# Assigned task
Copy each line below that includes "Southern".

# Dataset records
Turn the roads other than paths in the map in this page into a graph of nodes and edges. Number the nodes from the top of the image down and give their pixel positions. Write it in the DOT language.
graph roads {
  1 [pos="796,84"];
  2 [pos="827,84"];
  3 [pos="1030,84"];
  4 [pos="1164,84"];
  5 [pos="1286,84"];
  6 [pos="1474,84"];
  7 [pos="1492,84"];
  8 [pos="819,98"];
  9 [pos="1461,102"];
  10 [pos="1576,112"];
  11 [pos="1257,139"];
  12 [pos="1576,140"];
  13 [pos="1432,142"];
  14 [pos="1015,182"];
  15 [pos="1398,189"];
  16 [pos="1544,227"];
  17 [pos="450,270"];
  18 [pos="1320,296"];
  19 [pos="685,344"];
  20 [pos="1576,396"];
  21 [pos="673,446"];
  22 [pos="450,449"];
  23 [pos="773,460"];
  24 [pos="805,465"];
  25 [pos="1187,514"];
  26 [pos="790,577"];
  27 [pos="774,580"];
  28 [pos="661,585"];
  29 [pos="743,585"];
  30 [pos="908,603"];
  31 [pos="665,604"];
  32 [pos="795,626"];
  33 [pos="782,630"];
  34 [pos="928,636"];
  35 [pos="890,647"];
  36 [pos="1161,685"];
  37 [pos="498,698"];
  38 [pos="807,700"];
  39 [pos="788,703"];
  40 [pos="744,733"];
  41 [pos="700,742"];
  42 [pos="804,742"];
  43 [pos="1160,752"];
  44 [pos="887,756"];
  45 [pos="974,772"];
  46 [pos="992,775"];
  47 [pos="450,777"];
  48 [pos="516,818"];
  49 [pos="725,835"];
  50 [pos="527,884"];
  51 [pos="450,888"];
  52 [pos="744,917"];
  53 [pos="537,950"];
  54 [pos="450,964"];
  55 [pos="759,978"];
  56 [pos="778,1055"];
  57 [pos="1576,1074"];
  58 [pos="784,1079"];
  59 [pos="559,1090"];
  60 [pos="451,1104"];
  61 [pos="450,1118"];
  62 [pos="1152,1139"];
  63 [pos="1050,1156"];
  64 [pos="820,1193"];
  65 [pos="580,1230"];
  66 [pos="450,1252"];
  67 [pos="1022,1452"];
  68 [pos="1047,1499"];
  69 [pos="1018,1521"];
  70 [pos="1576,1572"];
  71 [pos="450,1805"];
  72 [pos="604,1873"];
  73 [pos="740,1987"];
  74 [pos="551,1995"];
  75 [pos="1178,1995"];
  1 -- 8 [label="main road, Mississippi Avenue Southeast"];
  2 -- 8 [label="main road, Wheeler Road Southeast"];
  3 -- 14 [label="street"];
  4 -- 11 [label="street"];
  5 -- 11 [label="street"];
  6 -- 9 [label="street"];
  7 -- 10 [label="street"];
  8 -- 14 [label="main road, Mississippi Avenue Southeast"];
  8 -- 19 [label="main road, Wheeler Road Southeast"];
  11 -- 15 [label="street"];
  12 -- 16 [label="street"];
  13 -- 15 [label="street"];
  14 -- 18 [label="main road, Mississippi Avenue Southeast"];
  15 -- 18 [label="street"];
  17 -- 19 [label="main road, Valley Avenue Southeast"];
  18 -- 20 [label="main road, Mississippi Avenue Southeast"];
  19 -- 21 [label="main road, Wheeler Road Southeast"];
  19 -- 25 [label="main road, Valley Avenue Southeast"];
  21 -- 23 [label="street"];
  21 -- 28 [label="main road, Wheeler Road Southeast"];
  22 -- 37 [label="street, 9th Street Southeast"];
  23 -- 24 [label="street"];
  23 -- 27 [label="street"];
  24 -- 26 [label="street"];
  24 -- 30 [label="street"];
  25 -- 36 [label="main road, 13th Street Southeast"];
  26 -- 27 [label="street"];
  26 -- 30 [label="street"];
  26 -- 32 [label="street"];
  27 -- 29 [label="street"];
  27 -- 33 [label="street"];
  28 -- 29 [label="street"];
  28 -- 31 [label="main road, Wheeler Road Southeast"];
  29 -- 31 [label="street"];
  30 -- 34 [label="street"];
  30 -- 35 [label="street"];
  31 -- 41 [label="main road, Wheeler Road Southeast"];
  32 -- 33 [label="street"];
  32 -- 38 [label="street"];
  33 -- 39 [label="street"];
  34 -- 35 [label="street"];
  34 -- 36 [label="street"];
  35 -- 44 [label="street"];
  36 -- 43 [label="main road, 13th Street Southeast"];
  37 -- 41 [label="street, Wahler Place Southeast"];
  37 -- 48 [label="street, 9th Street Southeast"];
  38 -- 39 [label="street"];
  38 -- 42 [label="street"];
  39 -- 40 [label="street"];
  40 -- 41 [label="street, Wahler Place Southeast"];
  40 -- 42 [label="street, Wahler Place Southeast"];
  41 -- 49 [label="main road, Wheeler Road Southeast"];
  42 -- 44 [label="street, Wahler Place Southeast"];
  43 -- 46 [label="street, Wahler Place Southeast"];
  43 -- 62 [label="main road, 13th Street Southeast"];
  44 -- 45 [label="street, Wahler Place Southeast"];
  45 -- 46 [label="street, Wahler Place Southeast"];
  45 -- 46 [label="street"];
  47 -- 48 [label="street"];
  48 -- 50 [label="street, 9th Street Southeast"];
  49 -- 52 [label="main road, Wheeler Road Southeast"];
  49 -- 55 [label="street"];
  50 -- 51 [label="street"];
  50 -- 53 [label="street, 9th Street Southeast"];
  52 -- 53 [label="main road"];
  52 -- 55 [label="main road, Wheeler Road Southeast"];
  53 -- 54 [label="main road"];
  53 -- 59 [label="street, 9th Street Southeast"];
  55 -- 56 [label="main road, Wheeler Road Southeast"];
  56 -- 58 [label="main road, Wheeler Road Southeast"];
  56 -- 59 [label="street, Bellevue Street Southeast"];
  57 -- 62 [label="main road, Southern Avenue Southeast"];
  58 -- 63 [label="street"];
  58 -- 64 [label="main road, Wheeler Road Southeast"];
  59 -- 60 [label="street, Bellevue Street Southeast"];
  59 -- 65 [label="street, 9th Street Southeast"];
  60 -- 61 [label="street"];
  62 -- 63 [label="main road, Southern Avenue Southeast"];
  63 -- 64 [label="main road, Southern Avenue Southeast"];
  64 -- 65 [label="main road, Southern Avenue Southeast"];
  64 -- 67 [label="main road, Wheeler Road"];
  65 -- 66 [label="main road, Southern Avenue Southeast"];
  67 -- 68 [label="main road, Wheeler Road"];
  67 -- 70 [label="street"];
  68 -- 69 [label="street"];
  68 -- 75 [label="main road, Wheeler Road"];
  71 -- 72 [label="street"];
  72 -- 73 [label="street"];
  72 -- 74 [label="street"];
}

# Written solution
  57 -- 62 [label="main road, Southern Avenue Southeast"];
  62 -- 63 [label="main road, Southern Avenue Southeast"];
  63 -- 64 [label="main road, Southern Avenue Southeast"];
  64 -- 65 [label="main road, Southern Avenue Southeast"];
  65 -- 66 [label="main road, Southern Avenue Southeast"];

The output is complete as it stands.